Abstract : India and Japan are using economic cooperation to advance their strategic interests and counterbalance Chinese influence in their neighborhood.

Summary: India and Japan are using economic cooperation to advance their strategic interests and counterbalance Chinese influence in their neighborhood.

Under the leadership of Prime Ministers Narendra Modi and Shinzo Abe, India and Japan are increasingly using infrastructure and connectivity projects, particularly in regions bordering India, to further converge their interests. While such economic cooperation between New Delhi and Tokyo is not new, the clarity of strategic purpose driving it is. The two countries are pursuing greater cooperation to further their own regional interests and strengthen their collective capacity to counterbalance China’s ambitions and its own connectivity initiatives in Asia and beyond.

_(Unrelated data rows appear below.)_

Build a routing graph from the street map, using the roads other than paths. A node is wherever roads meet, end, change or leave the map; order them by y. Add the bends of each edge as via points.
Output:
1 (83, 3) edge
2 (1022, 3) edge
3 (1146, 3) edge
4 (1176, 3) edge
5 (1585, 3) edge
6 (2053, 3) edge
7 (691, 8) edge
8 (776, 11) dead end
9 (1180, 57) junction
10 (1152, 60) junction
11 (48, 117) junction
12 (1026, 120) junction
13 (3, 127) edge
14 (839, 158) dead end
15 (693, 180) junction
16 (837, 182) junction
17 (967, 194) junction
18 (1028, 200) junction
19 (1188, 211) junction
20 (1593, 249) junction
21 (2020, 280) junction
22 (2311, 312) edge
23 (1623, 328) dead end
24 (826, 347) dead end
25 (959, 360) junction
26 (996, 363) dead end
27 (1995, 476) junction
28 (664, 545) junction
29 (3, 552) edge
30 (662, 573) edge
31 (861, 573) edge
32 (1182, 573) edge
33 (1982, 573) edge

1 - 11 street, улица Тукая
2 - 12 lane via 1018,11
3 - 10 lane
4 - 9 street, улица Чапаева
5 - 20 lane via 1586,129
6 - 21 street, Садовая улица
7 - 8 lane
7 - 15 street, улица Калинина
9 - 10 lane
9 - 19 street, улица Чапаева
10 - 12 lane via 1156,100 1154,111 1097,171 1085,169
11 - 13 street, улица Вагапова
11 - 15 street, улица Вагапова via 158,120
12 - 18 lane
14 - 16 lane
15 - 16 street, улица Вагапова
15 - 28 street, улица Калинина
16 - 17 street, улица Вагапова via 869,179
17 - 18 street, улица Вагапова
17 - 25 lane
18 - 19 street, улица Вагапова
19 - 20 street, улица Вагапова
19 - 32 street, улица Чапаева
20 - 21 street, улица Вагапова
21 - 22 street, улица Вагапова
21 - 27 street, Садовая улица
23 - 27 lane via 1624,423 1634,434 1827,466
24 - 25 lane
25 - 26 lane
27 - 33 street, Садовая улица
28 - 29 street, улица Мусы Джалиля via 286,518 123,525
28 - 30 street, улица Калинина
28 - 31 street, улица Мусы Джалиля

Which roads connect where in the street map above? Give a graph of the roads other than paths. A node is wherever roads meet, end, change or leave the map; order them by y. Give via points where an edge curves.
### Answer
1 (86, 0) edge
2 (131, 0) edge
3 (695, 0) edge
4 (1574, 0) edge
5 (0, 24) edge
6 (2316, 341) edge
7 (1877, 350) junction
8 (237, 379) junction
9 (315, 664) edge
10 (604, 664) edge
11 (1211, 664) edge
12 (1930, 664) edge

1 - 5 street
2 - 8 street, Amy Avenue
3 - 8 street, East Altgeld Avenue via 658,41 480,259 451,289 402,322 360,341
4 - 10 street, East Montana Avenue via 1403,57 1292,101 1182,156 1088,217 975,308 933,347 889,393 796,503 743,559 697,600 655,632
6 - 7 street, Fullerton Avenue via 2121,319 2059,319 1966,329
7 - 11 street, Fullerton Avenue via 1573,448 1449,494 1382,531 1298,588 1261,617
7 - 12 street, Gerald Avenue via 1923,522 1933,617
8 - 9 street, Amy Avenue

A DEEPENING ECONOMIC PARTNERSHIP

Japan has a long and impressive history of foreign development assistance, and India has been a major South Asian recipient for decades. Beginning with technical cooperation programs in 1954, Japan’s Official Development Assistance (ODA) emerged as a crucial source for infrastructure funding for emerging economies. India and Japan began their economic relationship soon after they established diplomatic ties in the early 1950s. Japan extended a yen-denominated loan, the first of its kind, to India in 1958 under the leadership of then prime minister Nobusuke Kishi, the grandfather of Shinzo Abe. The loan was extended shortly after then Indian prime minister Jawaharlal Nehru hosted Kishi in 1957, as both looked to establish bilateral relationships and engage with the international community. From its first ODA loan in 1958 to investing in the construction of the Delhi Metro, which began around the turn of the century, Japan has emerged as a trusted partner for infrastructure development in India.1 Given its size, India has historically received the lion’s share of Japanese ODA in South Asia—New Delhi has been the largest recipient of Japanese ODA in South Asia since 2003. In 2014, for instance, India received 57 percent of Japan’s South Asia ODA budget.2

Over time, Japan has integrated ODA more deeply into its broader foreign policy agenda. Japan’s ODA budget expanded from $100 million in 1960 to $4.3 billion in 1984, making the country the second-largest aid donor in the world by the mid-1980s. Japan’s ODA budget in 2015 stood at approximately $10 billion.3 Until 2003, Japan’s ODA lacked a clear strategic rationale. That year, Japan revised its ODA charter for the first time in a decade, explicitly linking its aid and security policy in an effort to “maintain and strengthen international peace and stability;” this charter is an official guiding document that lays out the key principles and goals of Japan’s aid policy. In 2015, Abe’s cabinet replaced the ODA charter with the Development Cooperation Charter, highlighting the strategic dimension of Japan’s ODA. In moving from development assistance to development cooperation, Japan is seen as a development partner in the region. The India-Japan relationship is a good example of this shift.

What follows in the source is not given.